On this episode of the Six Five Webcast, host Paul Nashawaty is joined by Dell Technologies’ Nivas Iyer, Sr. Principal Product Manager, for a conversation on overcoming data storage challenges in modern IT environments, transitioning from traditional VMs to Kubernetes.
Their discussion covers:
- The evolution of data storage from VMs to Kubernetes.
- Key challenges businesses face when managing data storage in Kubernetes environments.
- Best practices for implementing data storage solutions in Kubernetes.
- Dell Technologies’ approach to simplifying data storage for Kubernetes.
- Predictions for the future of data storage and Kubernetes.
Learn more at Dell Technologies. Also, discover more about Dell’s Kubernetes data storage software here and explore Dell’s free 90-day evaluation for Dell APEX Navigator here.
Watch the video below, and be sure to subscribe to our YouTube channel, so you never miss an episode.
Or listen to the audio here:
Disclaimer: The Six Five Webcast is for information and entertainment purposes only. Over the course of this webcast, we may talk about companies that are publicly traded and we may even reference that fact and their equity share price, but please do not take anything that we say as a recommendation about what you should do with your investment dollars. We are not investment advisors and we ask that you do not treat us as such.
Transcript:
Paul Nashawaty: Hello, and welcome to today’s session. We’re here to talk about VMs and to kubernetes and how to overcome the data storage challenges. My name is Paul Nashawaty, and I’m the Practice Lead at The Futurum Group. I cover the Application Development and Modernization Practice, and I’m joined today by Nivas from Dell. Nivas, would you like to introduce yourself?
Nivas Iyer: Hi. Nice to meet you, Paul. Hello, everyone. My name is Nivas Iyer. I’m the principal product manager here at Dell. I manage the kubernetes storage initiatives here. I’m really excited to be talking to you, Paul.
Paul Nashawaty: Yeah, same. This is an exciting time. I mean, cloud-native applications and orchestration around kubernetes is really popular and it’s really growing, but there’s a lot of challenges that go along with it. As organizations are looking and balancing VM and kubernetes requirements for these enterprise applications, they have to think about data storage challenges. Nivas, when we look at the overall landscape and the architecture for 2024, how are organizations viewing old and new ways of application building and VMs and kubernetes? What are they doing?
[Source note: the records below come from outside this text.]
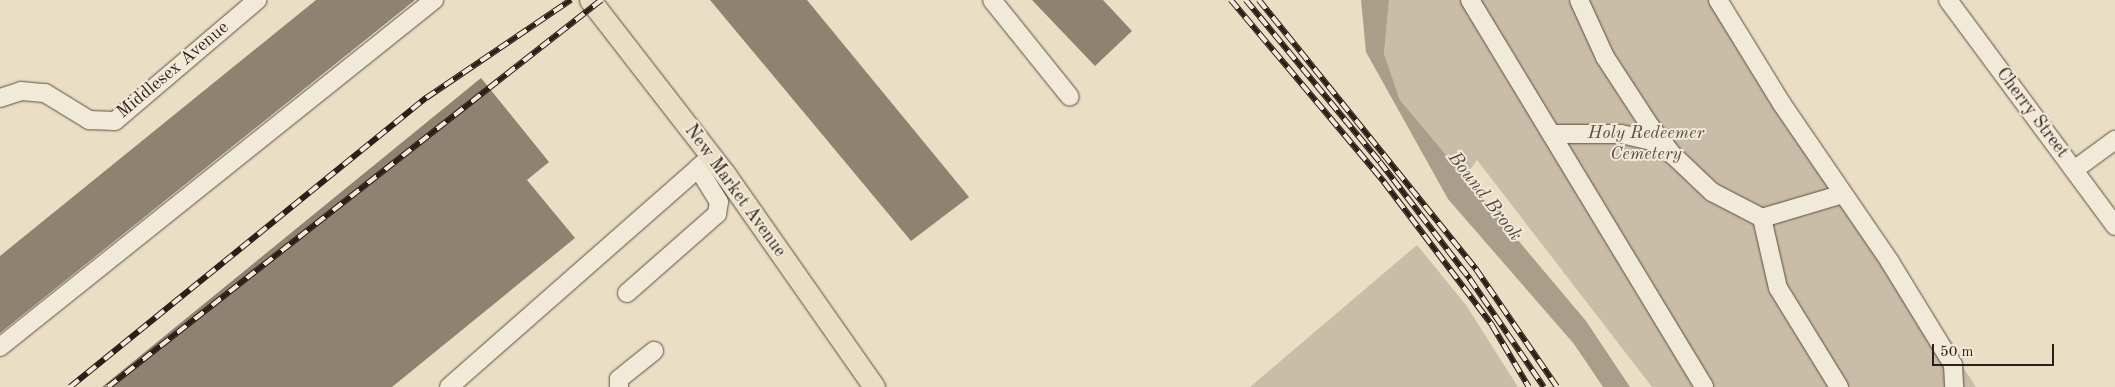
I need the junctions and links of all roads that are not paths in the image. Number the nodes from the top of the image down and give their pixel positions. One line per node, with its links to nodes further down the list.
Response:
1 (257, 0): 10 (street, Middlesex Avenue)
2 (434, 0): 20 (street)
3 (590, 0): 14 (main road, New Market Avenue)
4 (992, 0): 9 (street)
5 (1470, 0): 11 (street)
6 (1579, 0): 13 (street)
7 (1718, 0): 16 (street)
8 (1948, 0): 15 (street, Cherry Street)
9 (1070, 97)
10 (0, 98)
11 (1551, 134): 13 (street); 25 (street)
12 (2115, 140): 15 (street)
13 (1665, 144): 17 (street)
14 (705, 162): 19 (street); 22 (street); 24 (main road, New Market Avenue)
15 (2074, 170): 18 (street, Cherry Street)
16 (1843, 194): 17 (street); 27 (street)
17 (1762, 218): 26 (street)
18 (2115, 226)
19 (627, 293)
20 (0, 347)
21 (654, 351): 23 (street)
22 (449, 387)
23 (619, 387)
24 (874, 387)
25 (1704, 387)
26 (1839, 387)
27 (1954, 387)

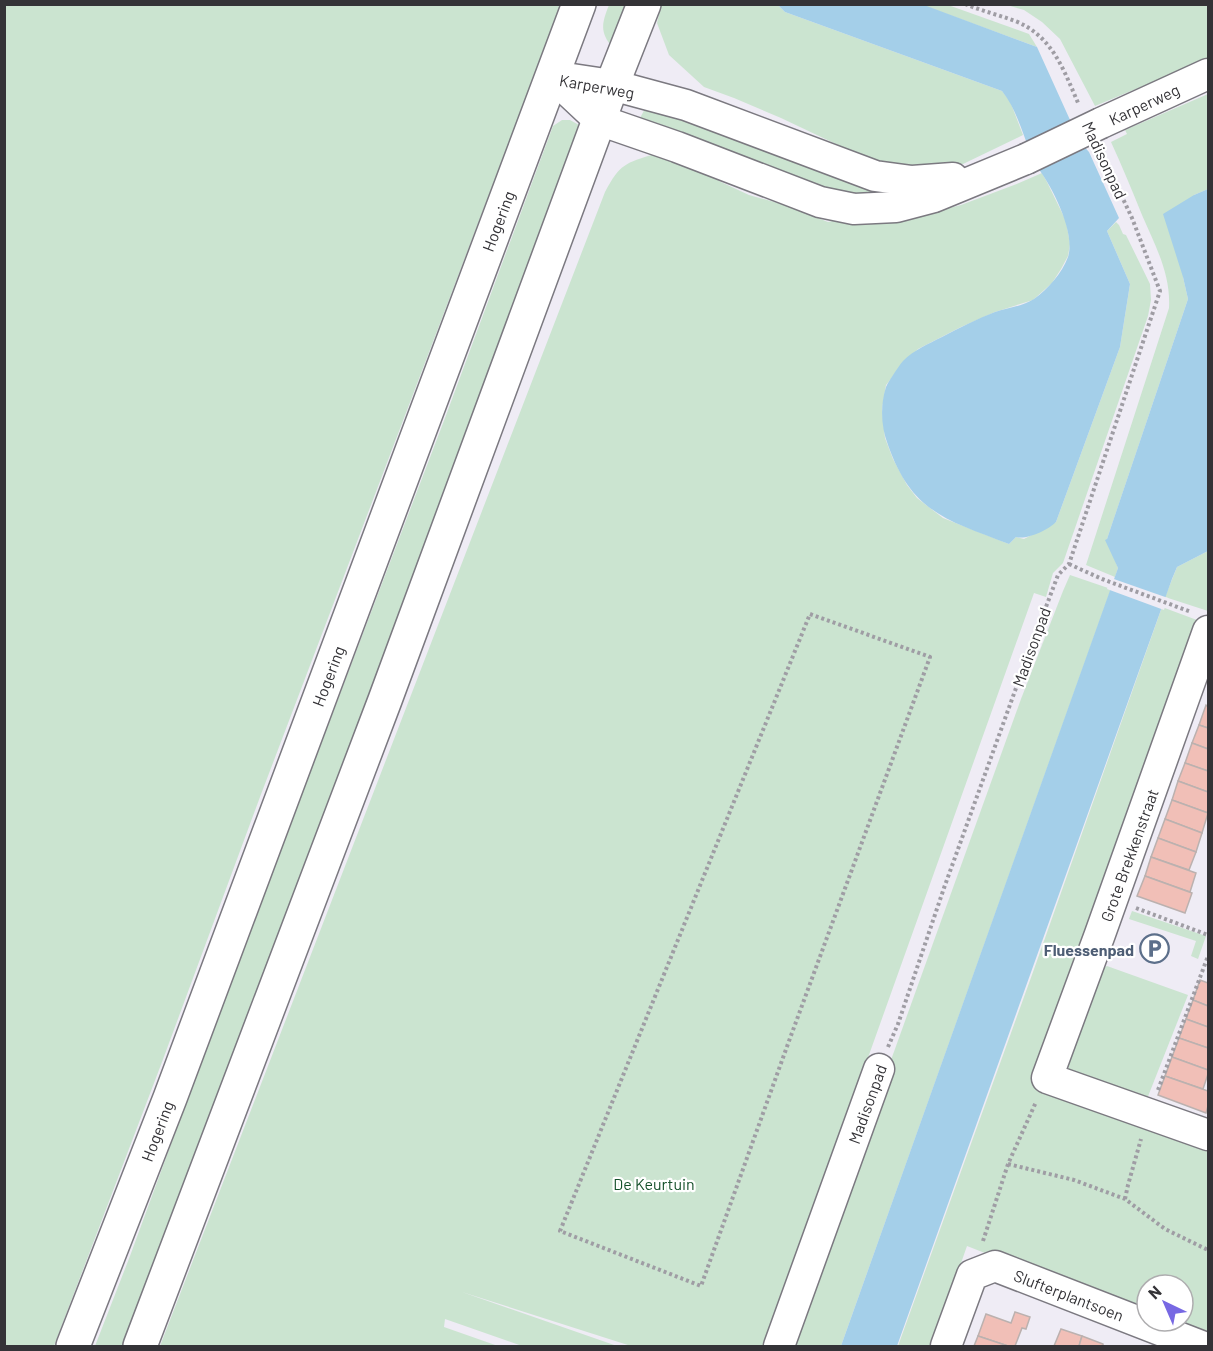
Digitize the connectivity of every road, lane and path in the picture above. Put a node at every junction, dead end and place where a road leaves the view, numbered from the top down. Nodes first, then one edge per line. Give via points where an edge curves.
1 (579, 4) edge
2 (644, 4) edge
3 (965, 4) edge
4 (1209, 74) edge
5 (552, 76) junction
6 (612, 85) junction
7 (599, 120) junction
8 (1094, 126) junction
9 (981, 177) junction
10 (1069, 564) junction
11 (1184, 610) dead end
12 (1209, 631) edge
13 (1112, 899) junction
14 (1209, 935) edge
15 (1209, 956) edge
16 (879, 1069) joint
17 (1047, 1078) junction
18 (1148, 1114) junction
19 (1209, 1135) edge
20 (1008, 1164) junction
21 (1125, 1200) junction
22 (560, 1231) joint
23 (1209, 1250) edge
24 (972, 1275) junction
25 (73, 1347) edge
26 (140, 1347) edge
27 (779, 1347) edge
28 (946, 1347) edge
29 (1201, 1347) edge

1 - 5 highway, Hogering
2 - 6 highway
3 - 8 path, Madisonpad via 1016,22 1044,40
4 - 8 street, Karperweg
5 - 6 street, Karperweg
5 - 7 street, Karperweg
5 - 25 highway, Hogering
6 - 7 highway
6 - 9 street, Karperweg via 686,105 875,176 912,181
7 - 9 street, Karperweg via 820,202 854,209 896,207 934,197
7 - 26 highway
8 - 9 street, Karperweg, bridge
8 - 10 path, Madisonpad via 1160,291
10 - 11 path
10 - 16 path, Madisonpad via 1058,575 1029,652
12 - 13 street, Grote Brekkenstraat
13 - 14 path
13 - 17 street, Grote Brekkenstraat
15 - 18 path
16 - 27 street, Madisonpad
17 - 18 street
17 - 20 path
18 - 19 street
18 - 21 path
20 - 21 path via 1074,1180
20 - 24 path
21 - 23 path via 1166,1229
22 - 22 path via 701,1286 930,657 810,614
24 - 28 street
24 - 29 street, Slufterplantsoen via 994,1266

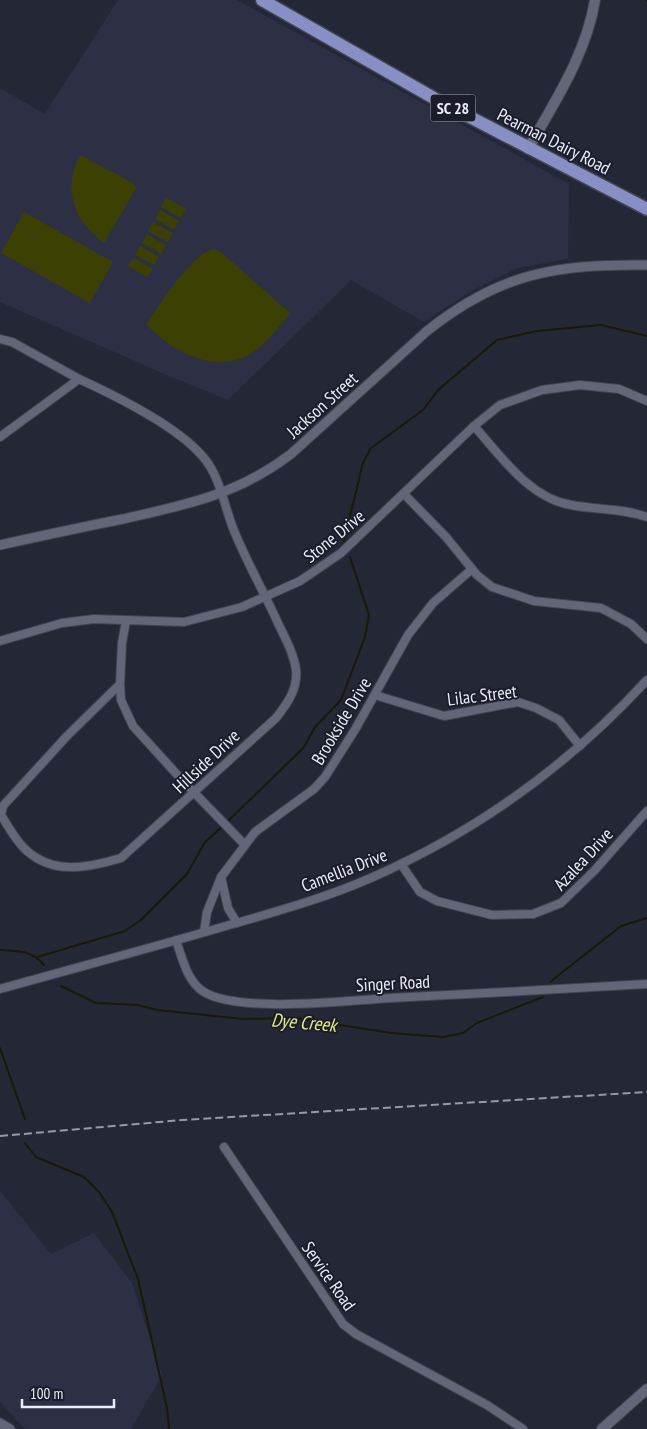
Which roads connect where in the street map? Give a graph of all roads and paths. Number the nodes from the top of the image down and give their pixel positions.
1 (262, 0) edge
2 (595, 0) edge
3 (528, 149) junction
4 (647, 209) edge
5 (647, 265) edge
6 (0, 339) edge
7 (79, 379) junction
8 (647, 401) edge
9 (474, 426) junction
10 (0, 437) edge
11 (404, 494) junction
12 (221, 495) junction
13 (647, 517) edge
14 (0, 545) edge
15 (472, 569) junction
16 (266, 596) junction
17 (126, 621) junction
18 (647, 639) edge
19 (0, 641) edge
20 (647, 680) edge
21 (120, 684) junction
22 (375, 695) junction
23 (580, 746) junction
24 (194, 792) junction
25 (647, 811) edge
26 (244, 844) junction
27 (401, 864) junction
28 (221, 876) junction
29 (237, 923) junction
30 (204, 932) junction
31 (176, 940) junction
32 (647, 984) edge
33 (0, 990) edge
34 (224, 1147) dead end
35 (647, 1389) edge
36 (0, 1422) edge
37 (10, 1429) edge
38 (523, 1429) edge
39 (602, 1429) edge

Nivas Iyer: Paul, I have been in this industry for over 10 or 12 years now, and I’ve seen a rapid change from bare metal to VMs, and I would say the first, the 2010 timeframe where people looking for server consolidations and looking for software-defined architectures. VMware helped in that era of the first age of cloud building, if you will. The next age, if you will, was beyond that to app modernization. That’s where kubernetes has come in as a layer that provides a platform for a pass platform as in a container basically slicing the operating system to make applications more easily consumable and more easily dynamic and fitting in with a more agile transformation with DevOps practices. Kubernetes fits right well into the application architecture changes, and of course VMware has led the change with the infrastructure changes, but we are also seeing some of those VMware components or the ideas coming flowing back into kubernetes a little bit.
Paul Nashawaty: That’s great. I agree with you. I mean, we see 88% of production workloads running in VMs today. We also see that in our research, we see 94% of organizations running on two or more clouds. This adoption across cloud-ready and cloud-native environments has really taken off really exciting, and it’s all about that modernization practice, and organizations that are driving towards this are really looking for seamless ways to do this. But heritage applications or legacy environments have some strict requirements. When we look at those applications and the data that goes along with those applications, we’ve seen a rise in adoption in databases like Redis and MySQL and Postgres and kubernetes environments. That’s a challenge for organizations. How is this changing the way enterprises are approaching stateful applications in their ecosystems?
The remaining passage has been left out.